Tax-Free First Home Savings Account

Introduced in 2022, the Tax-Free First Home Savings Account will become available to Canadians starting in 2023. This initiative offers first-time homebuyers a savings account that merges features of both a TFSA and RRSP.

The purpose of this account is to assist first-time buyers in affording their initial property. Users can save up to $40,000, designated solely for the purchase of a single-family home. The contribution limit stands at $8,000 each year, with the ability to carry forward unused amounts.

This account is tax-free, allowing for interest accrual without taxes or capital gains. Contributions are tax-deductible, and there is no need to repay the funds, although the account must be closed within one year of the first withdrawal. This vehicle is specifically intended for homeowners and cannot be utilized to purchase investments or second homes.

Strategies for saving for a down payment

Understanding the down payment needed for a house is just part of the equation. Knowing how to save for it is equally important. As highlighted in our examples earlier, a down payment represents a considerable financial commitment. Most individuals don’t have that amount readily available, so here are some strategies to aid in your saving efforts.

Automate your savings

Consider integrating a down payment savings plan into your monthly expenses. When you receive your paycheck, designate a portion into a separate account earmarked for your home down payment. Ideally, this money should be held in a high-interest savings account (HISA) to generate some earnings while you save. Although interest rates may not be high, any additional funds can be advantageous, allowing your savings to grow rather than sitting idle.

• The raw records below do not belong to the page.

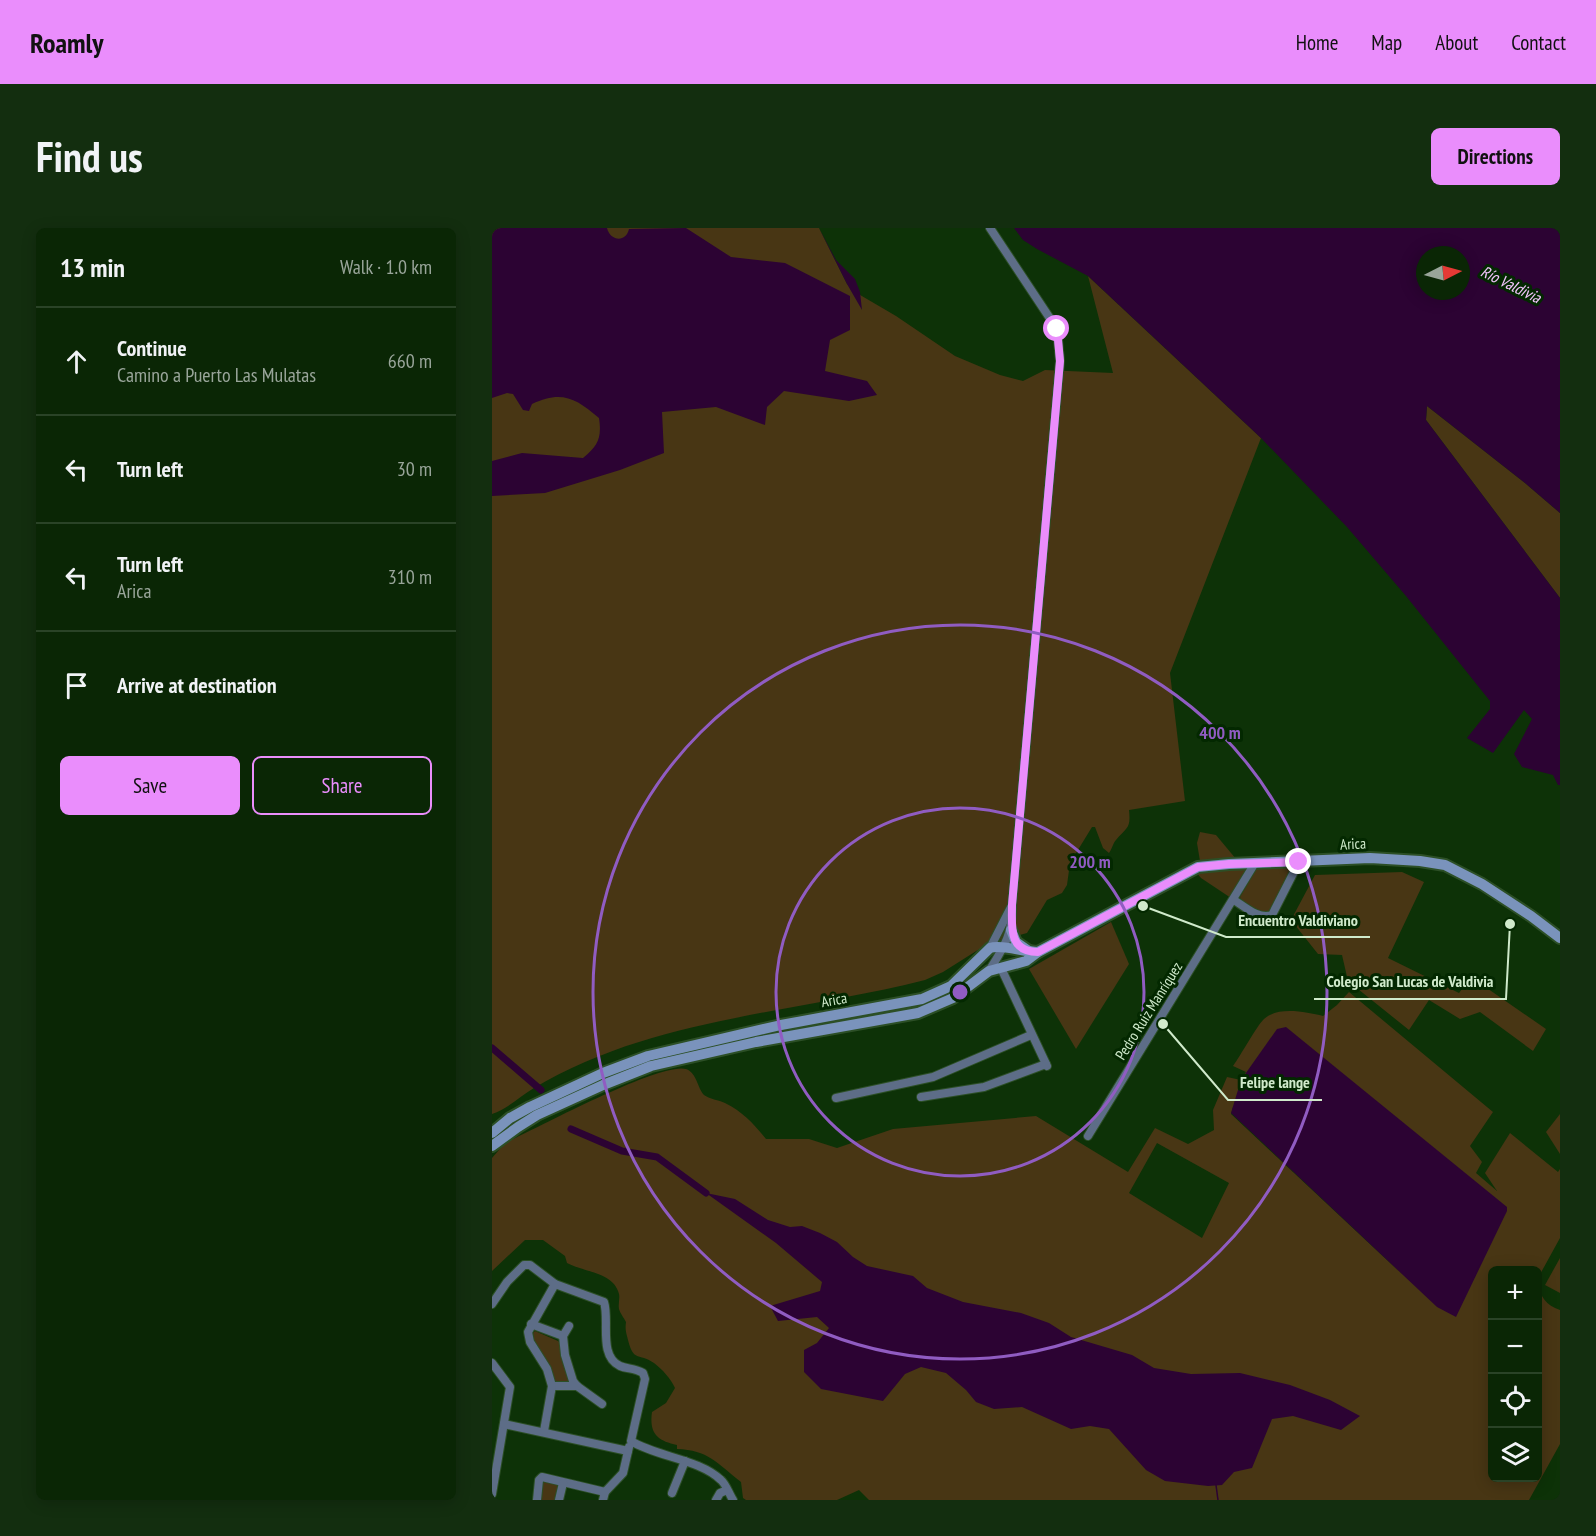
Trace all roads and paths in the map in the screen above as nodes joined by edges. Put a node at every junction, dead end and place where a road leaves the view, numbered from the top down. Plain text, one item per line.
1 (990, 228) edge
2 (1299, 862) junction
3 (1255, 863) junction
4 (1233, 900) junction
5 (1012, 905) junction
6 (1011, 930) junction
7 (1560, 938) edge
8 (1004, 947) junction
9 (990, 948) junction
10 (1035, 952) junction
11 (1001, 968) junction
12 (989, 971) junction
13 (1031, 1035) junction
14 (622, 1071) junction
15 (921, 1097) dead end
16 (836, 1098) dead end
17 (492, 1133) edge
18 (1088, 1136) dead end
19 (492, 1146) edge
20 (555, 1284) junction
21 (492, 1304) edge
22 (531, 1324) junction
23 (569, 1326) dead end
24 (563, 1336) junction
25 (492, 1363) edge
26 (552, 1386) junction
27 (577, 1386) junction
28 (602, 1404) dead end
29 (504, 1424) junction
30 (543, 1431) junction
31 (631, 1441) junction
32 (628, 1451) junction
33 (685, 1461) junction
34 (494, 1478) edge
35 (563, 1483) junction
36 (727, 1490) junction
37 (672, 1493) dead end
38 (492, 1494) edge
39 (604, 1496) edge
40 (537, 1500) edge
41 (559, 1500) edge
42 (716, 1500) edge
43 (733, 1500) edge

1 - 5 street
2 - 3 main road, Arica
2 - 4 street
2 - 7 main road, Arica
3 - 4 street, Pedro Ruiz Manríquez
3 - 10 main road, Arica
4 - 18 street, Pedro Ruiz Manríquez
5 - 6 street
5 - 9 street
6 - 8 street
6 - 10 main road
8 - 9 main road
8 - 10 main road
8 - 12 street
9 - 14 main road, Arica
10 - 11 main road, Arica
11 - 12 main road, Arica
11 - 13 street
12 - 14 main road, Arica
13 - 15 street
13 - 16 street
14 - 17 main road
14 - 19 main road
20 - 21 street
20 - 22 street
20 - 31 street
22 - 24 street
22 - 26 street
23 - 24 street
24 - 27 street
25 - 29 street
26 - 27 street
26 - 30 street
27 - 28 street
29 - 30 street
29 - 34 street
30 - 32 street
31 - 32 street
31 - 33 street
32 - 39 street
33 - 36 street
33 - 37 street
34 - 38 street
35 - 39 street
35 - 40 street
35 - 41 street
36 - 42 street
36 - 43 street

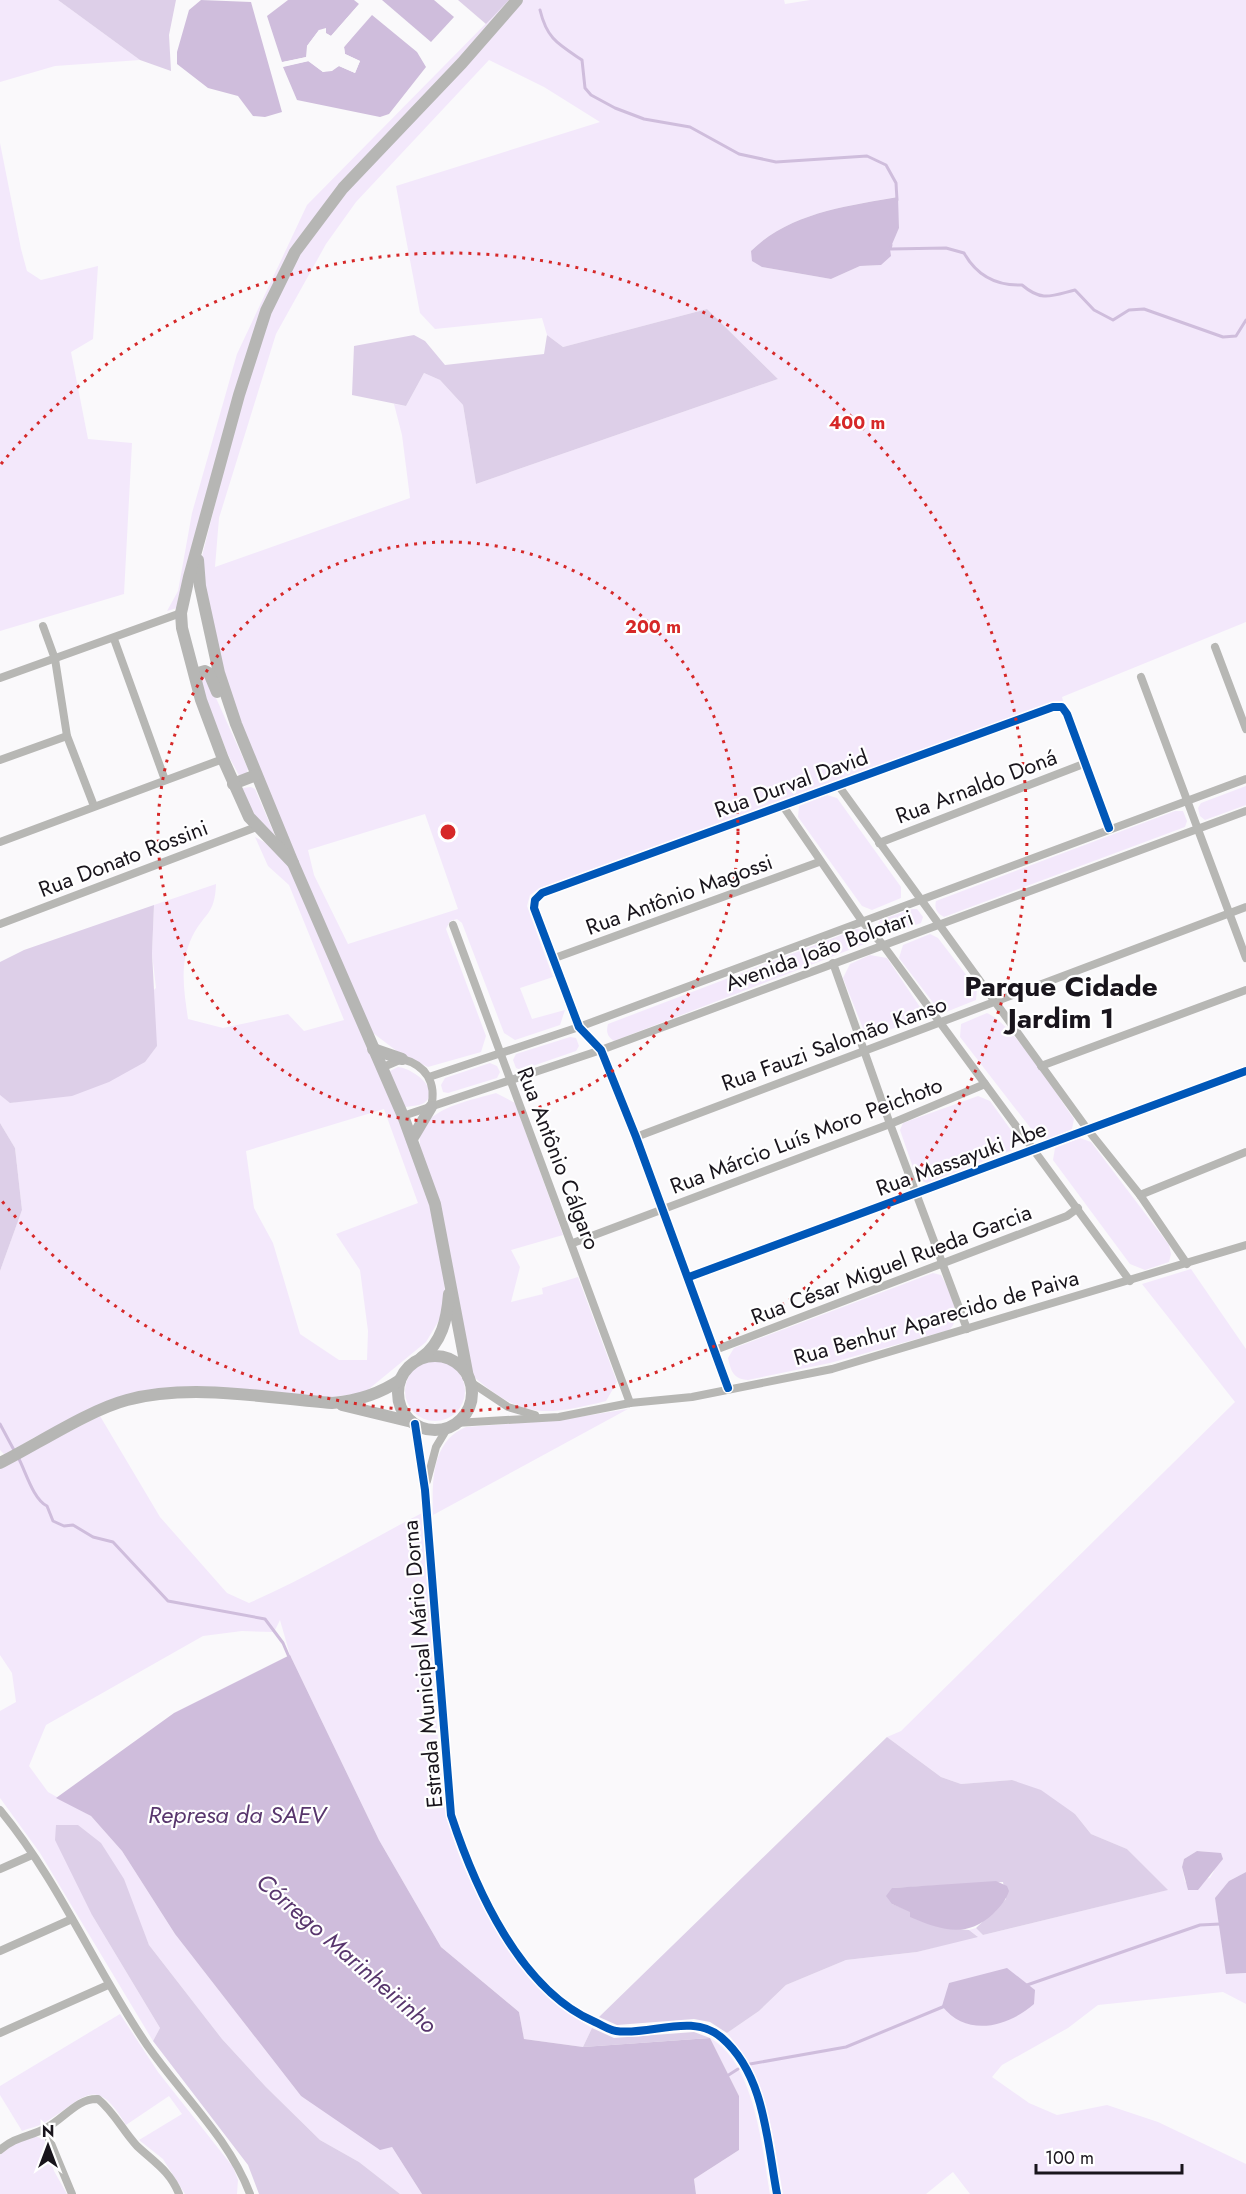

I recommend automating your savings as well. This way, you eliminate the need to actively remember to save, and funds will consistently be transferred into your designated account. Setting up automated deposits is straightforward using online banking, just like arranging automatic monthly bill payments.

Debt reduction

While saving for a down payment, it’s also wise to focus on minimizing your debt. Although this may feel counterintuitive—as paying down debt reduces the funds you could save—doing so will be advantageous in the long run. Eliminating debt reduces interest payments and strengthens your financial standing, positively influencing your mortgage approval process. Your level of debt significantly impacts both the amount of mortgage you can secure and the interest rates available to you. By reducing debt, you’ll lower your debt ratios and boost your credit score, enhancing your chances of successfully purchasing your first property.

Cutting expenses

Lastly, consider making some lifestyle adjustments. Review your budget and identify unnecessary expenditures or non-essential items you can forgo. This doesn’t mean eliminating enjoyment from your life, but rather becoming more mindful of your spending. For example, can you prepare lunch at home instead of eating out every day? Are multiple streaming services necessary, or can you manage with just one or two? Although these adjustments may seem minor initially, they can accumulate over time, enabling you to save more effectively in the long run.